• Problem
Reproduce verbatim all of the data given below, but do not carry over the images.

Records drawn from a dataset:
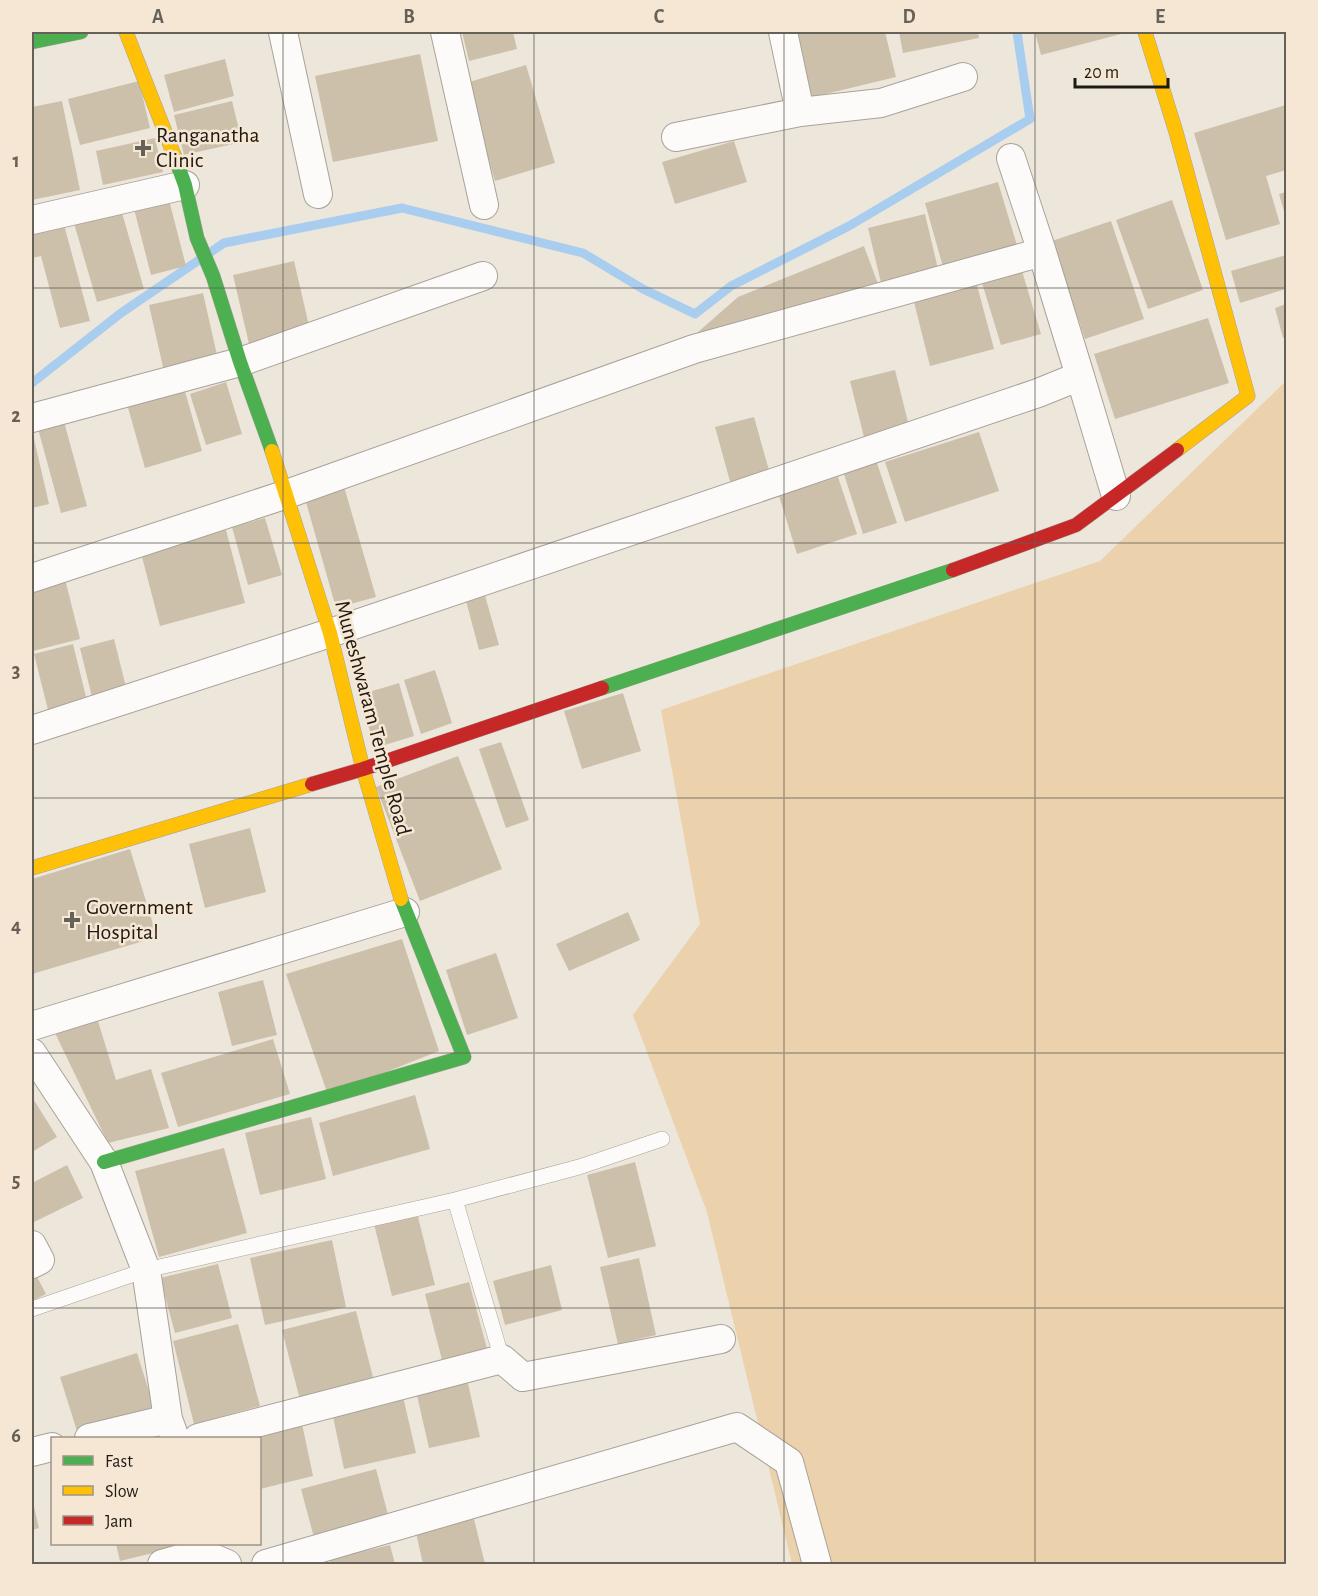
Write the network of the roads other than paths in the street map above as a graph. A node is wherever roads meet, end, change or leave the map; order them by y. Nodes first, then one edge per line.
1 (81, 32) edge
2 (126, 32) edge
3 (283, 32) edge
4 (445, 32) edge
5 (783, 32) edge
6 (1145, 32) edge
7 (32, 42) edge
8 (963, 77) dead end
9 (800, 112) junction
10 (675, 137) dead end
11 (1011, 158) dead end
12 (184, 185) junction
13 (318, 194) dead end
14 (484, 205) dead end
15 (32, 220) edge
16 (1042, 252) junction
17 (483, 276) dead end
18 (240, 362) junction
19 (1080, 376) junction
20 (32, 418) edge
21 (287, 494) junction
22 (1116, 496) junction
23 (32, 578) edge
24 (330, 633) junction
25 (32, 730) edge
26 (363, 770) junction
27 (32, 868) edge
28 (405, 912) junction
29 (32, 1026) edge
30 (32, 1053) edge
31 (662, 1139) dead end
32 (104, 1162) junction
33 (455, 1200) junction
34 (32, 1245) edge
35 (32, 1264) edge
36 (146, 1269) junction
37 (32, 1308) edge
38 (721, 1339) dead end
39 (502, 1359) junction
40 (172, 1429) edge
41 (98, 1437) edge
42 (202, 1437) edge
43 (51, 1447) edge
44 (32, 1452) edge
45 (201, 1554) edge
46 (162, 1564) edge
47 (227, 1564) edge
48 (266, 1564) edge
49 (817, 1564) edge

1 - 7 street
2 - 12 street, Muneshwaram Temple Road
3 - 13 street
4 - 14 street
5 - 9 street
6 - 22 street
8 - 9 street
9 - 10 street
11 - 16 street
12 - 15 street
12 - 18 street, Muneshwaram Temple Road
16 - 19 street
16 - 21 street
17 - 18 street
18 - 20 street
18 - 21 street, Muneshwaram Temple Road
19 - 22 street
19 - 24 street
21 - 23 street
21 - 24 street, Muneshwaram Temple Road
22 - 26 street
24 - 25 street
24 - 26 street, Muneshwaram Temple Road
26 - 27 street
26 - 28 street, Muneshwaram Temple Road
28 - 29 street
28 - 32 street, Muneshwaram Temple Road
30 - 32 street
31 - 33 lane
32 - 36 street
33 - 36 lane
33 - 39 lane
34 - 35 street
36 - 37 lane
36 - 40 street
38 - 39 street
39 - 42 street
40 - 41 street
43 - 44 street
45 - 46 street
45 - 47 street
48 - 49 street

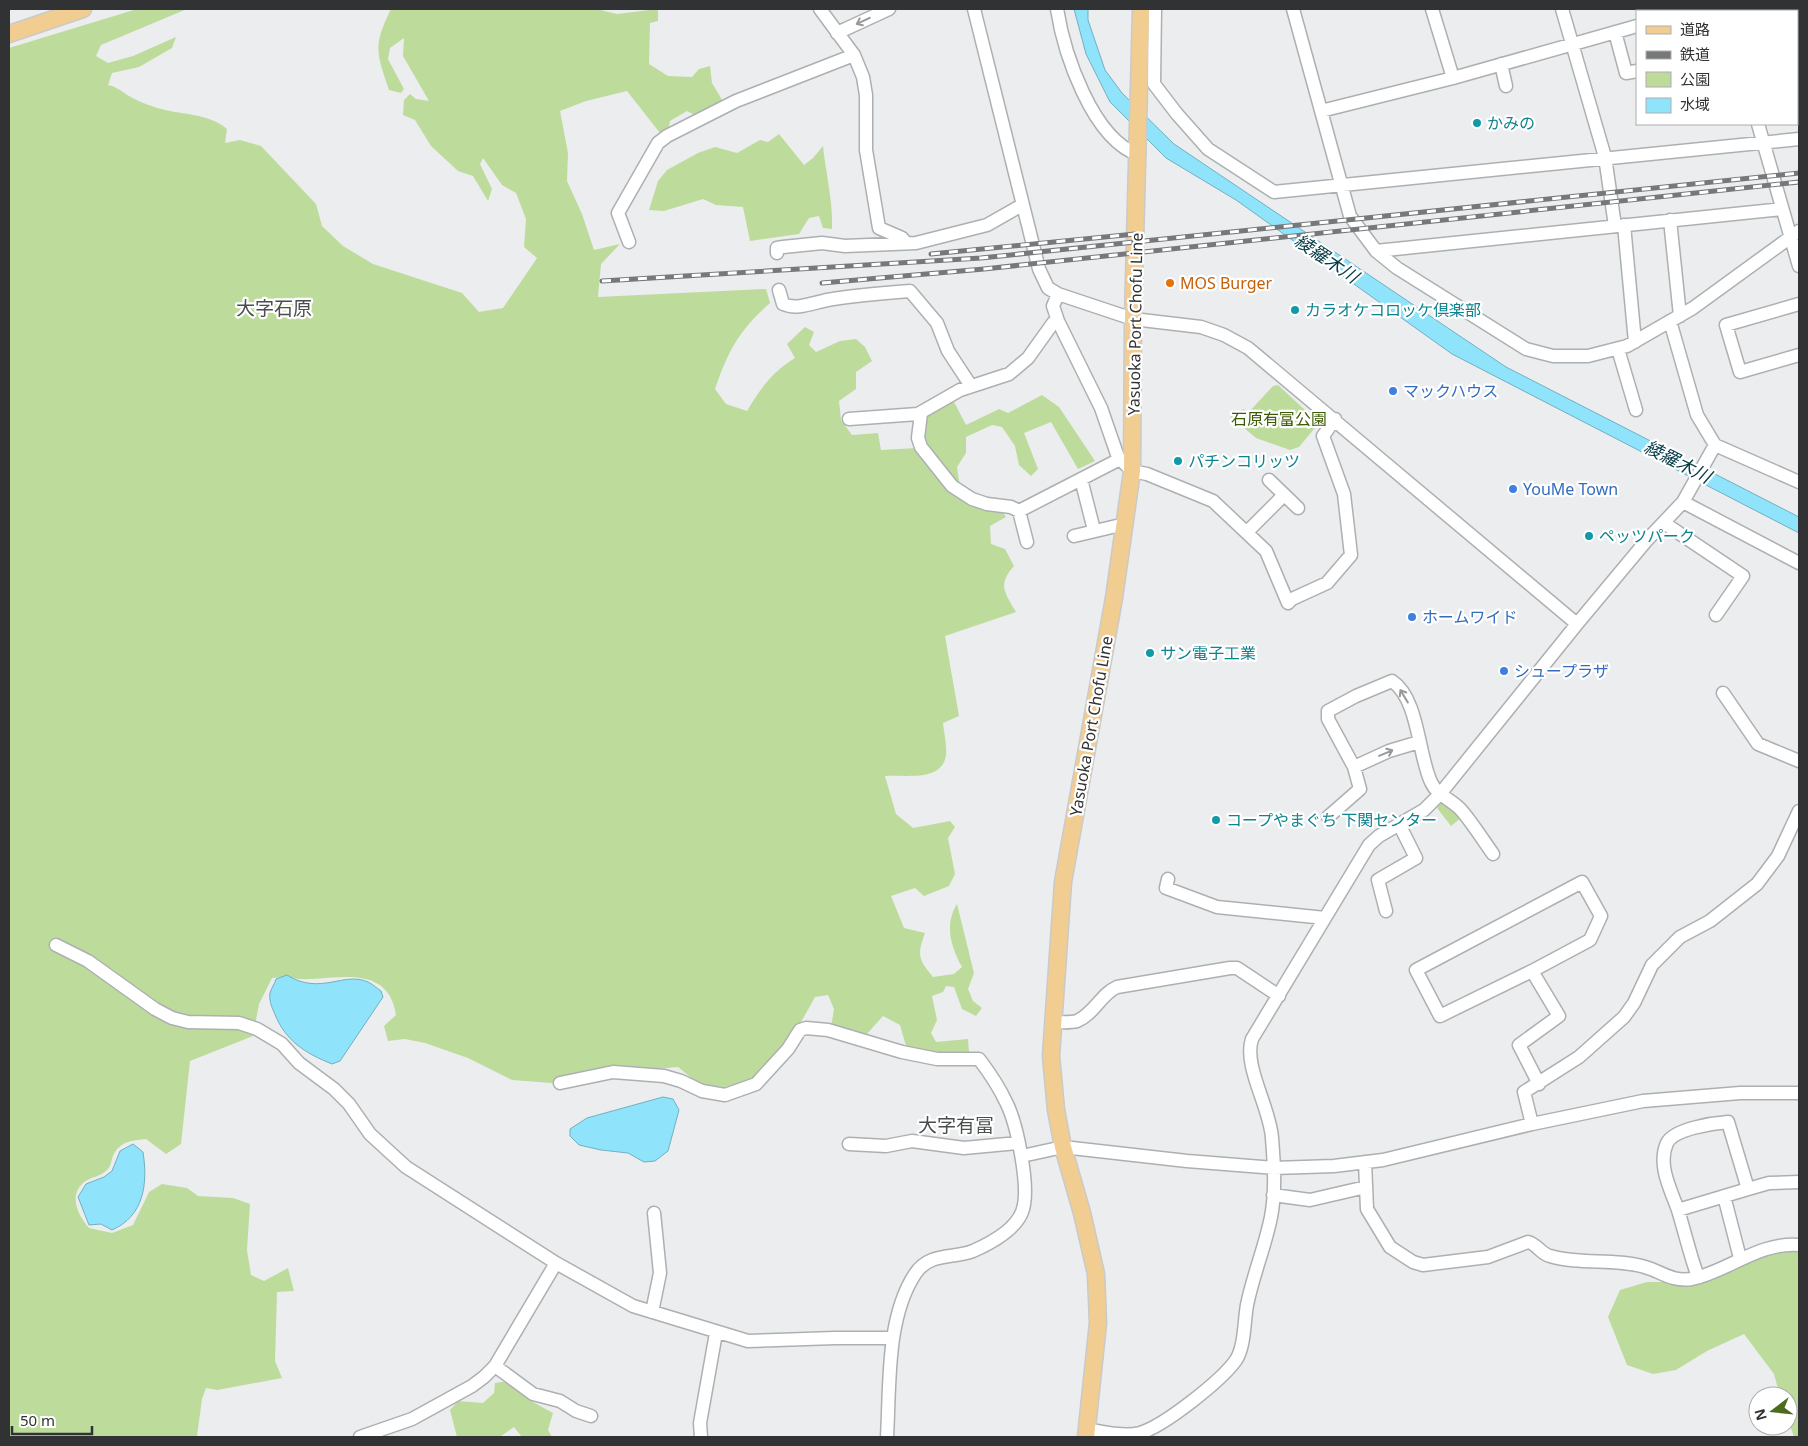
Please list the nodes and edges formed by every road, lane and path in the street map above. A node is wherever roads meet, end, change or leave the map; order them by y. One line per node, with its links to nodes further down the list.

• Answer to this exercise
Write the network of the roads other than paths in the street map above as a graph. A node is wherever roads meet, end, change or leave the map; order them by y. Nodes first, then one edge per line.
1 (81, 32) edge
2 (126, 32) edge
3 (283, 32) edge
4 (445, 32) edge
5 (783, 32) edge
6 (1145, 32) edge
7 (32, 42) edge
8 (963, 77) dead end
9 (800, 112) junction
10 (675, 137) dead end
11 (1011, 158) dead end
12 (184, 185) junction
13 (318, 194) dead end
14 (484, 205) dead end
15 (32, 220) edge
16 (1042, 252) junction
17 (483, 276) dead end
18 (240, 362) junction
19 (1080, 376) junction
20 (32, 418) edge
21 (287, 494) junction
22 (1116, 496) junction
23 (32, 578) edge
24 (330, 633) junction
25 (32, 730) edge
26 (363, 770) junction
27 (32, 868) edge
28 (405, 912) junction
29 (32, 1026) edge
30 (32, 1053) edge
31 (662, 1139) dead end
32 (104, 1162) junction
33 (455, 1200) junction
34 (32, 1245) edge
35 (32, 1264) edge
36 (146, 1269) junction
37 (32, 1308) edge
38 (721, 1339) dead end
39 (502, 1359) junction
40 (172, 1429) edge
41 (98, 1437) edge
42 (202, 1437) edge
43 (51, 1447) edge
44 (32, 1452) edge
45 (201, 1554) edge
46 (162, 1564) edge
47 (227, 1564) edge
48 (266, 1564) edge
49 (817, 1564) edge

1 - 7 street
2 - 12 street, Muneshwaram Temple Road
3 - 13 street
4 - 14 street
5 - 9 street
6 - 22 street
8 - 9 street
9 - 10 street
11 - 16 street
12 - 15 street
12 - 18 street, Muneshwaram Temple Road
16 - 19 street
16 - 21 street
17 - 18 street
18 - 20 street
18 - 21 street, Muneshwaram Temple Road
19 - 22 street
19 - 24 street
21 - 23 street
21 - 24 street, Muneshwaram Temple Road
22 - 26 street
24 - 25 street
24 - 26 street, Muneshwaram Temple Road
26 - 27 street
26 - 28 street, Muneshwaram Temple Road
28 - 29 street
28 - 32 street, Muneshwaram Temple Road
30 - 32 street
31 - 33 lane
32 - 36 street
33 - 36 lane
33 - 39 lane
34 - 35 street
36 - 37 lane
36 - 40 street
38 - 39 street
39 - 42 street
40 - 41 street
43 - 44 street
45 - 46 street
45 - 47 street
48 - 49 street

Please list the nodes and edges formed by every road, lane and path in the street map above. A node is wherever roads meet, end, change or leave the map; order them by y. One line per node, with its links to nodes further down the list.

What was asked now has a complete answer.